(Beginning of Information shown)

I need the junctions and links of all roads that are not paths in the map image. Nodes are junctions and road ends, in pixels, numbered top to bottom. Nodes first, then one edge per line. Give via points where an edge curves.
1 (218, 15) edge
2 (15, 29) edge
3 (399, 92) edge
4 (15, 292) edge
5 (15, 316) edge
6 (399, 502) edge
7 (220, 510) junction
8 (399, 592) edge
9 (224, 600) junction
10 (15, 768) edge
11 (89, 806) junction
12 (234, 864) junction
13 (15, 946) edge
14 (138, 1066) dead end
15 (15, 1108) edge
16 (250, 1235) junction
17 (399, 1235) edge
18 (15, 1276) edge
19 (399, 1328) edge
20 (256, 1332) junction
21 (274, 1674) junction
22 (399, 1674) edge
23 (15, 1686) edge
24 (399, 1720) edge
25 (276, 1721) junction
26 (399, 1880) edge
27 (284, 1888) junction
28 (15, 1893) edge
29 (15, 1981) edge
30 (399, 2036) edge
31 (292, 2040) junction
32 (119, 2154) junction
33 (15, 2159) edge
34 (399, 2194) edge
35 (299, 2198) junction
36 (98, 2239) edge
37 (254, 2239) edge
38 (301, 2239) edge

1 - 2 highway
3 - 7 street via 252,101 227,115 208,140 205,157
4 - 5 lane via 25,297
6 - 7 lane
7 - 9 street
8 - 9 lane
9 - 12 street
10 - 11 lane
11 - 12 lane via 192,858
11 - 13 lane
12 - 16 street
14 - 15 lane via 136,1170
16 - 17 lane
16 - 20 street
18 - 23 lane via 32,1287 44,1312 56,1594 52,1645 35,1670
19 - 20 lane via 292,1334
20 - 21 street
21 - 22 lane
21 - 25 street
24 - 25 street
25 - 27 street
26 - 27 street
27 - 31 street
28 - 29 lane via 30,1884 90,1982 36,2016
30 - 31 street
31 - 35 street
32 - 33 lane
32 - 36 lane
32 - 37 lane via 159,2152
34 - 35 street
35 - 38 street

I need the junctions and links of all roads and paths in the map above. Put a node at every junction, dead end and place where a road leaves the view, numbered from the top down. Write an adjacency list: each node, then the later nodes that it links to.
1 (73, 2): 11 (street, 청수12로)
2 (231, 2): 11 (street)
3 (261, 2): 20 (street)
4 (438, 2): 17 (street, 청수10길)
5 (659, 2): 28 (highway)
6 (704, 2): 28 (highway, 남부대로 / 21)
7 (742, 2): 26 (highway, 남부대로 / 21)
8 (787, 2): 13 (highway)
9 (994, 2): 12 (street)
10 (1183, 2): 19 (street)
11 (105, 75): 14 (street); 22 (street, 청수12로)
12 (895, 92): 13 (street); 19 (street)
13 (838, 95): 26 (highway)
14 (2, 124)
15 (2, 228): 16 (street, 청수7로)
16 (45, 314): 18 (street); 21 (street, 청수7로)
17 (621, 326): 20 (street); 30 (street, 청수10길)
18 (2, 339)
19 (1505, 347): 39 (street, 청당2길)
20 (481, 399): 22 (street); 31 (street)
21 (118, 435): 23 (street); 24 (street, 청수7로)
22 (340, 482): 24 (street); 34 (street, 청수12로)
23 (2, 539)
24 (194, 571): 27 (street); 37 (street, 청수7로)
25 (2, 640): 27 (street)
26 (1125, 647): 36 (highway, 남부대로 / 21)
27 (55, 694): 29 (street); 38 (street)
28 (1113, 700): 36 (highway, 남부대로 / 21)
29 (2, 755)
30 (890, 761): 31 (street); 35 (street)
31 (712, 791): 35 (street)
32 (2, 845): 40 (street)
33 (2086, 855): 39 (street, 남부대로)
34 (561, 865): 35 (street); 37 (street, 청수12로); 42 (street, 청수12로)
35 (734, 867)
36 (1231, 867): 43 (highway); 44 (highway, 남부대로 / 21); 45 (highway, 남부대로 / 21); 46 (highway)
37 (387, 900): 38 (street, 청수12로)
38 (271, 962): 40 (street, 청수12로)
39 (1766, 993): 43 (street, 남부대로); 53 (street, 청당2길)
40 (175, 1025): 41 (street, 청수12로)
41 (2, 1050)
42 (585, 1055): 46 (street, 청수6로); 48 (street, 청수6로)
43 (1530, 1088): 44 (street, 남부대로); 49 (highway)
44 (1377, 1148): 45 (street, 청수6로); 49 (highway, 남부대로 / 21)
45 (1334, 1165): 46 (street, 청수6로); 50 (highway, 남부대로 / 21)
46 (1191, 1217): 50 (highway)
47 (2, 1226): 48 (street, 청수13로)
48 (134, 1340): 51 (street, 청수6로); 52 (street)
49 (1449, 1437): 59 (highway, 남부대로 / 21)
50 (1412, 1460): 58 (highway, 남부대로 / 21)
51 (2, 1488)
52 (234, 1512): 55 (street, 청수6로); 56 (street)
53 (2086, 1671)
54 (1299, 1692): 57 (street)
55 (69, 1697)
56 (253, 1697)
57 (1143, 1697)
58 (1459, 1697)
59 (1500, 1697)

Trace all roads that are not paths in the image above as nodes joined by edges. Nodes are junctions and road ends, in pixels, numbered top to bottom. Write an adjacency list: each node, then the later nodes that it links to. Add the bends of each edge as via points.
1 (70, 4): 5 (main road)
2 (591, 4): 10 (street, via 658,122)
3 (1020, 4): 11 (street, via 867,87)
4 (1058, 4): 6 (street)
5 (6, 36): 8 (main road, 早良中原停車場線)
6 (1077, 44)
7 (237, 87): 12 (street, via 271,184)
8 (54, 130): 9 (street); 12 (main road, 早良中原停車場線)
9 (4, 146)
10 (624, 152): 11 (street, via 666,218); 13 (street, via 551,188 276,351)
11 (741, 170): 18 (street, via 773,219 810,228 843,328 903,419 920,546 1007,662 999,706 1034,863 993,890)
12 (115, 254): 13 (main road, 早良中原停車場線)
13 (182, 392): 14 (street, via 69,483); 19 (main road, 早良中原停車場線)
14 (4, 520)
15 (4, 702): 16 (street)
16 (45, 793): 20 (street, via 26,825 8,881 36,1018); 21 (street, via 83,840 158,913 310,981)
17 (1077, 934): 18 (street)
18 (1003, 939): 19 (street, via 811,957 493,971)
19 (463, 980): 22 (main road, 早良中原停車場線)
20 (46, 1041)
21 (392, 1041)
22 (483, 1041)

(End of Information shown)

### About this task
Copy every line of the records above exactly.

### Solution to this exercise
I need the junctions and links of all roads that are not paths in the map image. Nodes are junctions and road ends, in pixels, numbered top to bottom. Nodes first, then one edge per line. Give via points where an edge curves.
1 (218, 15) edge
2 (15, 29) edge
3 (399, 92) edge
4 (15, 292) edge
5 (15, 316) edge
6 (399, 502) edge
7 (220, 510) junction
8 (399, 592) edge
9 (224, 600) junction
10 (15, 768) edge
11 (89, 806) junction
12 (234, 864) junction
13 (15, 946) edge
14 (138, 1066) dead end
15 (15, 1108) edge
16 (250, 1235) junction
17 (399, 1235) edge
18 (15, 1276) edge
19 (399, 1328) edge
20 (256, 1332) junction
21 (274, 1674) junction
22 (399, 1674) edge
23 (15, 1686) edge
24 (399, 1720) edge
25 (276, 1721) junction
26 (399, 1880) edge
27 (284, 1888) junction
28 (15, 1893) edge
29 (15, 1981) edge
30 (399, 2036) edge
31 (292, 2040) junction
32 (119, 2154) junction
33 (15, 2159) edge
34 (399, 2194) edge
35 (299, 2198) junction
36 (98, 2239) edge
37 (254, 2239) edge
38 (301, 2239) edge

1 - 2 highway
3 - 7 street via 252,101 227,115 208,140 205,157
4 - 5 lane via 25,297
6 - 7 lane
7 - 9 street
8 - 9 lane
9 - 12 street
10 - 11 lane
11 - 12 lane via 192,858
11 - 13 lane
12 - 16 street
14 - 15 lane via 136,1170
16 - 17 lane
16 - 20 street
18 - 23 lane via 32,1287 44,1312 56,1594 52,1645 35,1670
19 - 20 lane via 292,1334
20 - 21 street
21 - 22 lane
21 - 25 street
24 - 25 street
25 - 27 street
26 - 27 street
27 - 31 street
28 - 29 lane via 30,1884 90,1982 36,2016
30 - 31 street
31 - 35 street
32 - 33 lane
32 - 36 lane
32 - 37 lane via 159,2152
34 - 35 street
35 - 38 street

I need the junctions and links of all roads and paths in the map above. Put a node at every junction, dead end and place where a road leaves the view, numbered from the top down. Write an adjacency list: each node, then the later nodes that it links to.
1 (73, 2): 11 (street, 청수12로)
2 (231, 2): 11 (street)
3 (261, 2): 20 (street)
4 (438, 2): 17 (street, 청수10길)
5 (659, 2): 28 (highway)
6 (704, 2): 28 (highway, 남부대로 / 21)
7 (742, 2): 26 (highway, 남부대로 / 21)
8 (787, 2): 13 (highway)
9 (994, 2): 12 (street)
10 (1183, 2): 19 (street)
11 (105, 75): 14 (street); 22 (street, 청수12로)
12 (895, 92): 13 (street); 19 (street)
13 (838, 95): 26 (highway)
14 (2, 124)
15 (2, 228): 16 (street, 청수7로)
16 (45, 314): 18 (street); 21 (street, 청수7로)
17 (621, 326): 20 (street); 30 (street, 청수10길)
18 (2, 339)
19 (1505, 347): 39 (street, 청당2길)
20 (481, 399): 22 (street); 31 (street)
21 (118, 435): 23 (street); 24 (street, 청수7로)
22 (340, 482): 24 (street); 34 (street, 청수12로)
23 (2, 539)
24 (194, 571): 27 (street); 37 (street, 청수7로)
25 (2, 640): 27 (street)
26 (1125, 647): 36 (highway, 남부대로 / 21)
27 (55, 694): 29 (street); 38 (street)
28 (1113, 700): 36 (highway, 남부대로 / 21)
29 (2, 755)
30 (890, 761): 31 (street); 35 (street)
31 (712, 791): 35 (street)
32 (2, 845): 40 (street)
33 (2086, 855): 39 (street, 남부대로)
34 (561, 865): 35 (street); 37 (street, 청수12로); 42 (street, 청수12로)
35 (734, 867)
36 (1231, 867): 43 (highway); 44 (highway, 남부대로 / 21); 45 (highway, 남부대로 / 21); 46 (highway)
37 (387, 900): 38 (street, 청수12로)
38 (271, 962): 40 (street, 청수12로)
39 (1766, 993): 43 (street, 남부대로); 53 (street, 청당2길)
40 (175, 1025): 41 (street, 청수12로)
41 (2, 1050)
42 (585, 1055): 46 (street, 청수6로); 48 (street, 청수6로)
43 (1530, 1088): 44 (street, 남부대로); 49 (highway)
44 (1377, 1148): 45 (street, 청수6로); 49 (highway, 남부대로 / 21)
45 (1334, 1165): 46 (street, 청수6로); 50 (highway, 남부대로 / 21)
46 (1191, 1217): 50 (highway)
47 (2, 1226): 48 (street, 청수13로)
48 (134, 1340): 51 (street, 청수6로); 52 (street)
49 (1449, 1437): 59 (highway, 남부대로 / 21)
50 (1412, 1460): 58 (highway, 남부대로 / 21)
51 (2, 1488)
52 (234, 1512): 55 (street, 청수6로); 56 (street)
53 (2086, 1671)
54 (1299, 1692): 57 (street)
55 (69, 1697)
56 (253, 1697)
57 (1143, 1697)
58 (1459, 1697)
59 (1500, 1697)

Trace all roads that are not paths in the image above as nodes joined by edges. Nodes are junctions and road ends, in pixels, numbered top to bottom. Write an adjacency list: each node, then the later nodes that it links to. Add the bends of each edge as via points.
1 (70, 4): 5 (main road)
2 (591, 4): 10 (street, via 658,122)
3 (1020, 4): 11 (street, via 867,87)
4 (1058, 4): 6 (street)
5 (6, 36): 8 (main road, 早良中原停車場線)
6 (1077, 44)
7 (237, 87): 12 (street, via 271,184)
8 (54, 130): 9 (street); 12 (main road, 早良中原停車場線)
9 (4, 146)
10 (624, 152): 11 (street, via 666,218); 13 (street, via 551,188 276,351)
11 (741, 170): 18 (street, via 773,219 810,228 843,328 903,419 920,546 1007,662 999,706 1034,863 993,890)
12 (115, 254): 13 (main road, 早良中原停車場線)
13 (182, 392): 14 (street, via 69,483); 19 (main road, 早良中原停車場線)
14 (4, 520)
15 (4, 702): 16 (street)
16 (45, 793): 20 (street, via 26,825 8,881 36,1018); 21 (street, via 83,840 158,913 310,981)
17 (1077, 934): 18 (street)
18 (1003, 939): 19 (street, via 811,957 493,971)
19 (463, 980): 22 (main road, 早良中原停車場線)
20 (46, 1041)
21 (392, 1041)
22 (483, 1041)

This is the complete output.